Tam Matthews, the headmaster of Ashbury, says that mobile families often opt for boarding school because of the high quality of education it offers, compared with day or public schools overseas. Boarding also gives Canadian children stronger roots in the country, encourages socialization and growth, makes students more engaged in learning and exposes them to "internationally minded" peers. Of the 100 boarders in Ashbury's senior school, which is co-educational and has 500 students in all, 80 come from 27 different countries.

Some parents who travel a lot put their children into boarding for stability, says Tam Matthews, the headmaster of Ashbury, who has expanded the school's boarding program by one-quarter in the 12 years he's been headmaster. New residences have been built, and he says boarding applications have doubled in the past four years.

Paul Kitchen, head of Rothesay Netherwood School, outside of St. John, N.B., which has 143 boarders among its 275 co-ed students in grades 6 to 12, says mobile families especially look to boarding schools to prepare children for Canadian university. "There's a credibility issue that sometimes people who are posted abroad are worried about."

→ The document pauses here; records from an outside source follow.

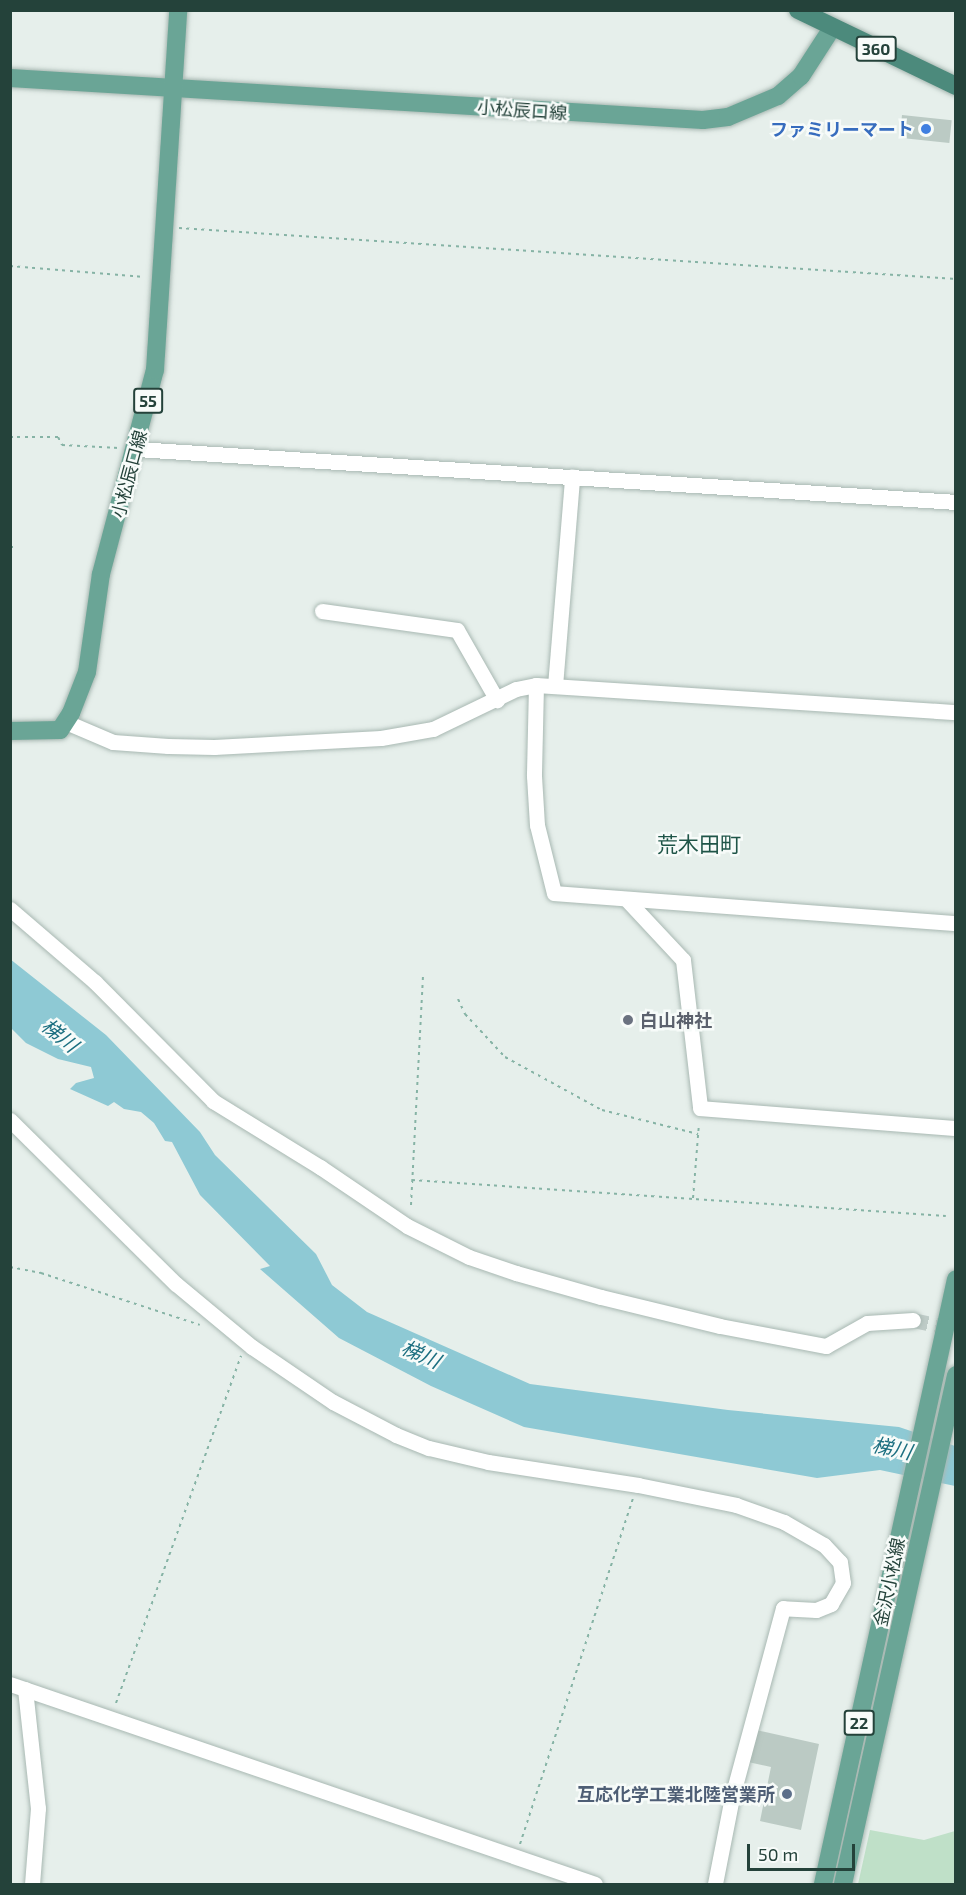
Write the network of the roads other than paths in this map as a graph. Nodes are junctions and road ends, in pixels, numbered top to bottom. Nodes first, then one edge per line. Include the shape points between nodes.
1 (178, 10) edge
2 (798, 10) edge
3 (832, 19) edge
4 (10, 78) edge
5 (956, 86) edge
6 (175, 89) junction
7 (137, 449) junction
8 (572, 477) junction
9 (956, 502) edge
10 (322, 611) dead end
11 (536, 685) junction
12 (555, 686) junction
13 (497, 700) junction
14 (956, 712) edge
15 (66, 722) junction
16 (10, 731) edge
17 (627, 900) junction
18 (10, 909) edge
19 (956, 923) edge
20 (10, 1120) edge
21 (956, 1128) edge
22 (956, 1279) edge
23 (913, 1320) tunnel mouth
24 (956, 1375) edge
25 (10, 1684) edge
26 (25, 1689) junction
27 (32, 1884) edge
28 (595, 1884) edge
29 (715, 1884) edge
30 (823, 1884) edge
31 (843, 1884) edge

1 - 6 main road, 小松辰口線 / 55
2 - 3 highway, 360
3 - 5 highway, 360
3 - 6 main road, 小松辰口線 via 801,76 778,96 754,109 720,118 673,119
4 - 6 main road, 小松辰口線
6 - 7 main road, 小松辰口線 / 55 via 155,370
7 - 8 street
7 - 15 main road, 小松辰口線 / 55 via 101,574 87,672
8 - 9 street
8 - 12 street
10 - 13 street via 457,630
11 - 12 street
11 - 13 street via 516,689
11 - 17 street via 537,825 554,893
12 - 14 street
13 - 15 street via 433,729 381,738 214,747 113,742
15 - 16 main road via 51,732
17 - 19 street
17 - 21 street via 682,960 700,1108
18 - 23 street via 94,982 213,1101 407,1227 469,1257 516,1274 720,1326 826,1346 867,1323
20 - 29 street via 176,1284 252,1347 333,1402 429,1448 736,1505 784,1522 824,1545 840,1562 843,1583 831,1604 816,1610 783,1608 732,1797
22 - 30 main road, 金沢小松線 / 22
24 - 31 main road, 金沢小松線 / 22
25 - 26 street
26 - 27 street via 38,1808
26 - 28 street

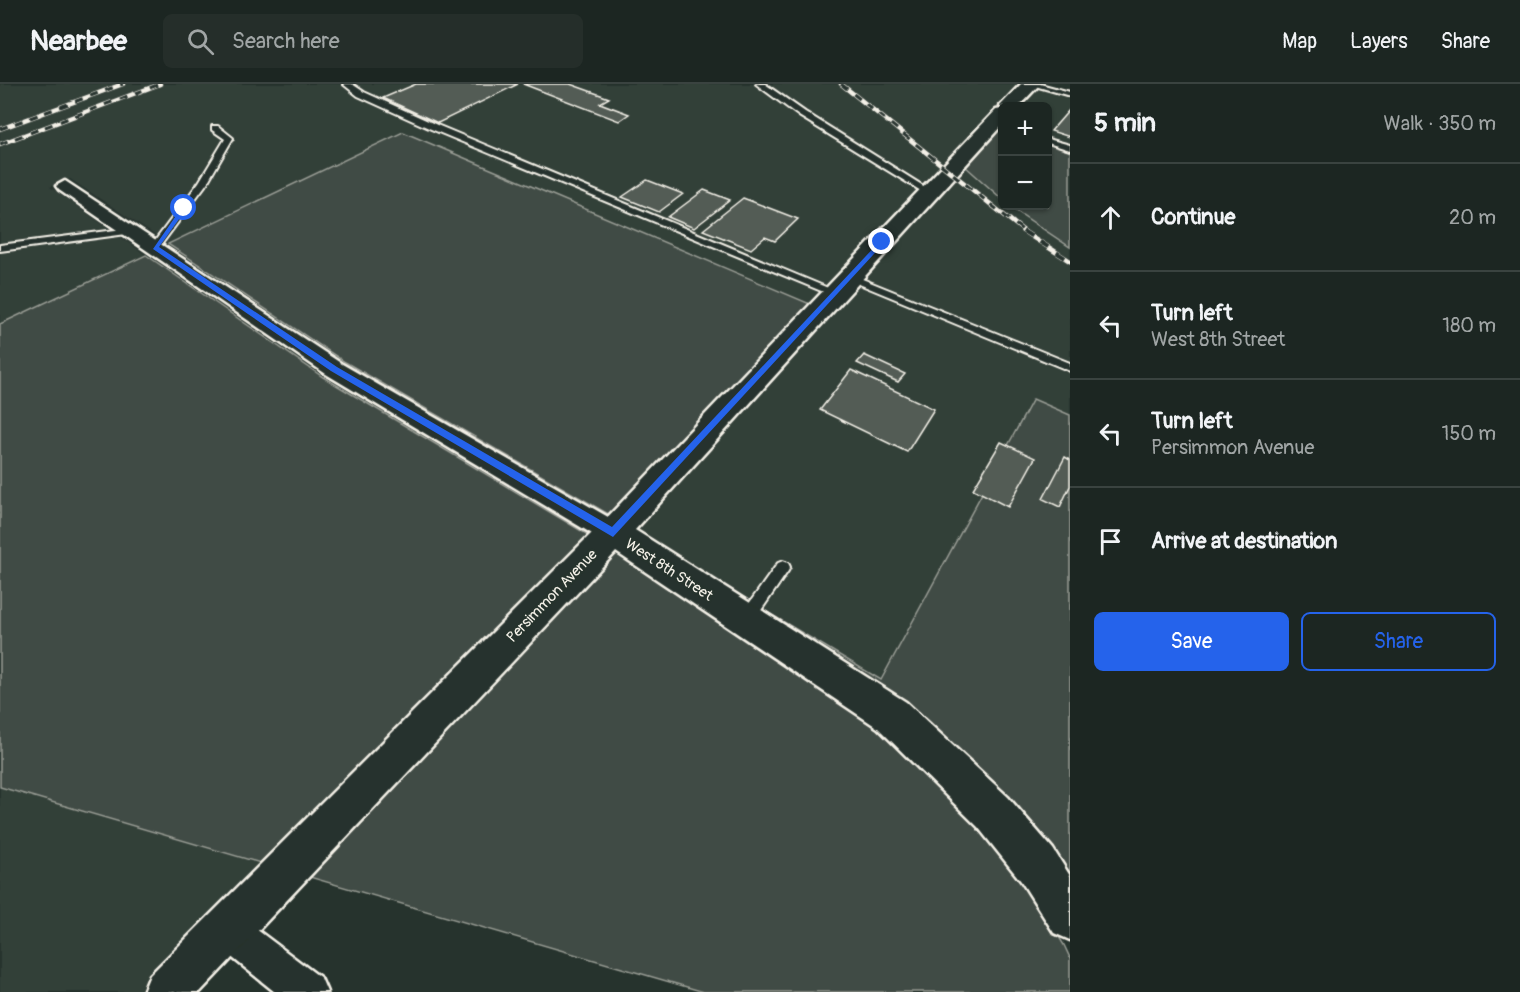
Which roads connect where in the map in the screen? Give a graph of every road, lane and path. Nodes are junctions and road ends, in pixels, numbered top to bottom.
1 (347, 84) edge
2 (760, 84) edge
3 (1031, 84) edge
4 (1070, 94) edge
5 (1013, 102) edge
6 (998, 124) edge
7 (215, 128) dead end
8 (1052, 143) edge
9 (1070, 148) edge
10 (65, 186) dead end
11 (929, 192) junction
12 (131, 231) junction
13 (155, 247) junction
14 (0, 248) edge
15 (843, 285) junction
16 (1070, 367) edge
17 (613, 533) junction
18 (783, 567) dead end
19 (746, 620) junction
20 (1070, 916) edge
21 (227, 930) junction
22 (167, 992) edge
23 (307, 992) edge

1 - 15 lane
2 - 11 lane
3 - 4 lane
3 - 5 street
6 - 11 street, Persimmon Avenue
7 - 13 lane
8 - 9 lane
10 - 12 street, West 8th Street
11 - 15 street, Persimmon Avenue
12 - 13 street, West 8th Street
12 - 14 lane
13 - 17 street, West 8th Street
15 - 16 lane
15 - 17 street, Persimmon Avenue
17 - 19 street, West 8th Street
17 - 21 street, Persimmon Avenue
18 - 19 lane
19 - 20 street, West 8th Street
21 - 22 street, Persimmon Avenue
21 - 23 street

Some parents face such concerns even closer to home. When he got a new job in Vancouver this year, Don Patterson switched his son Dennis, 17, over from being a Rothesay Netherwood day student to boarding there, so he could complete grade 12.

"He has all of his school chums he has been with there for the last six years, he knows the teachers, he knows the routines," Mr. Patterson says, adding that he hopes the experience in boarding will help Dennis to be more independent and to manage his workload and schedule.

According to the Association of Boarding Schools, boarding students spend more than twice as much time on homework, participate in more extracurricular activities, and are better prepared academically and socially for university.

Living abroad can bring family togetherness, new experiences and new cultures, says Dawn MacGillivary, although children miss friends, and adjustments to new schools can be rocky. Students can get ahead or lag behind in terms of curriculum, she explains, and they can end up missing Canadian content altogether.

Leaving their daughters behind in Ottawa was made easier by the fact that the MacGillivarys have close friends there who can watch after Jessica and Taylor and take them on long weekend breaks, when students are unable to stay in residence. "It adds a degree of comfort," she says, as does the fact that the two sisters are together.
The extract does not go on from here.